Each line of the records below that holds "dead" should be copied out.
*** Begin section ***
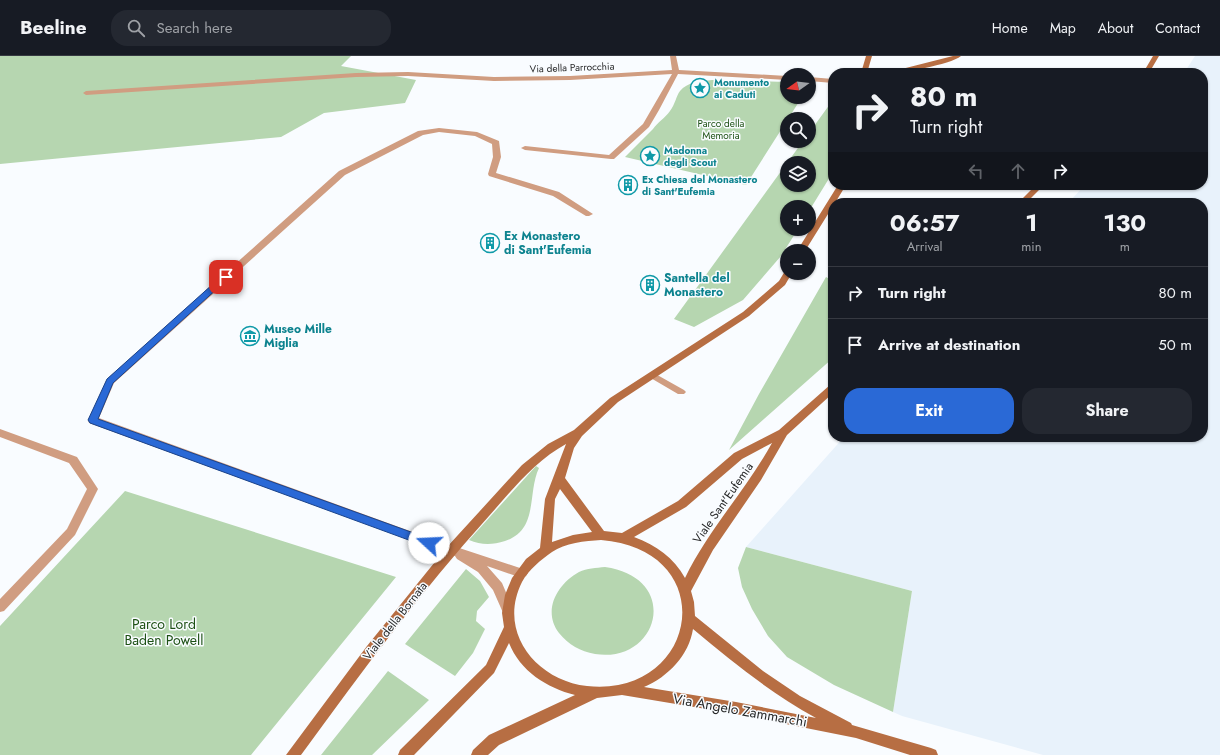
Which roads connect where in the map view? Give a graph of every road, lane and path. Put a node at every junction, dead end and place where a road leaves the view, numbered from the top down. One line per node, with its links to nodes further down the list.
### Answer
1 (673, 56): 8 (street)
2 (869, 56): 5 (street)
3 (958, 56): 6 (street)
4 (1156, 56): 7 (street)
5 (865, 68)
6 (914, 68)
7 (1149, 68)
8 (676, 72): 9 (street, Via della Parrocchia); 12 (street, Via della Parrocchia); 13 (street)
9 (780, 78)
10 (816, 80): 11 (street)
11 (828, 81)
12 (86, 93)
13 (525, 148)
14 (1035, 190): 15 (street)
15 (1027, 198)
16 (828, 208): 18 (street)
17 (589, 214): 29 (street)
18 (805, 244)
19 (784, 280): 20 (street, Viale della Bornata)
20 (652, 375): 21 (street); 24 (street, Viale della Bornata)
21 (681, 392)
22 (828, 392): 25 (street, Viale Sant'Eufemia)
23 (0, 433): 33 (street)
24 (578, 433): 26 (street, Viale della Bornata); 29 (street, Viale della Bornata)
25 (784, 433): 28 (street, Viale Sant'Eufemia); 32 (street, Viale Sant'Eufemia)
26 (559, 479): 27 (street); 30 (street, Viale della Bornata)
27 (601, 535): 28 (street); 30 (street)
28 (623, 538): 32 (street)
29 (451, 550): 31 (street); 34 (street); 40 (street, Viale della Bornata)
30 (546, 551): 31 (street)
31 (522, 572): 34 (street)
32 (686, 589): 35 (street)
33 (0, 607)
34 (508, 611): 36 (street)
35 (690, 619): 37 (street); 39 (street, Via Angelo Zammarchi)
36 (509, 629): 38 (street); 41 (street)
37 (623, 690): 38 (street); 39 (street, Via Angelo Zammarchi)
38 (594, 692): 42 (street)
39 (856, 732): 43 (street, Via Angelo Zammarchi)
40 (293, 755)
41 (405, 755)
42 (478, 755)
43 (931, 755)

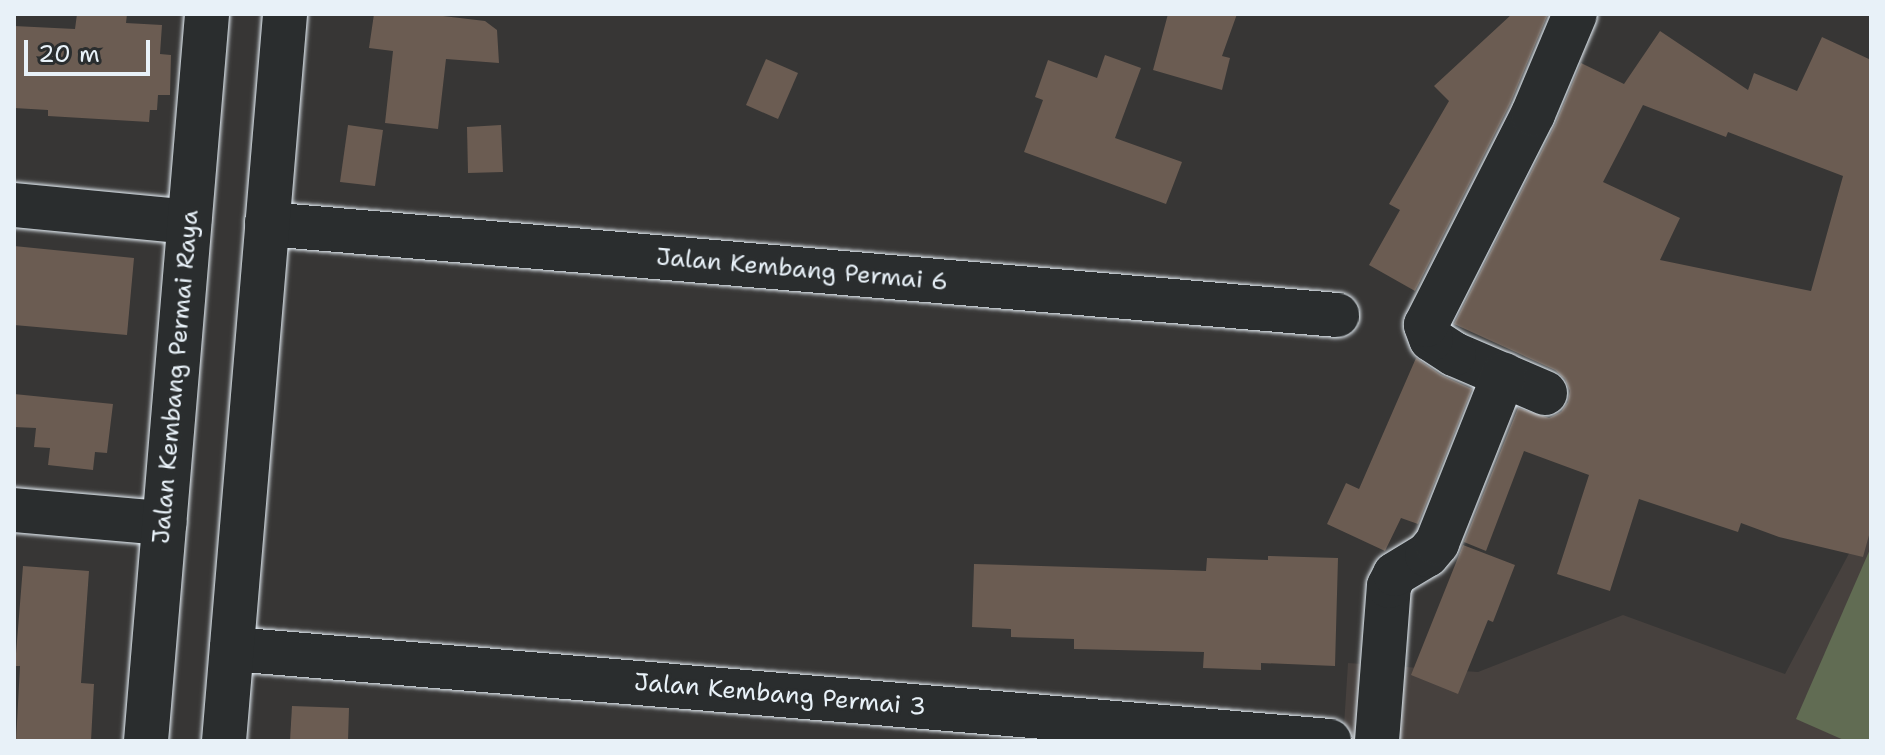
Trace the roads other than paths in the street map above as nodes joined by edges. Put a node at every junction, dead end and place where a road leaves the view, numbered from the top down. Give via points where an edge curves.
*** End section ***
* Answer box:
Which roads connect where in the map view? Give a graph of every road, lane and path. Put a node at every junction, dead end and place where a road leaves the view, numbered from the top down. One line per node, with its links to nodes further down the list.
Trace the roads other than paths in the street map above as nodes joined by edges. Put a node at every junction, dead end and place where a road leaves the view, numbered from the top down. Give via points where an edge curves.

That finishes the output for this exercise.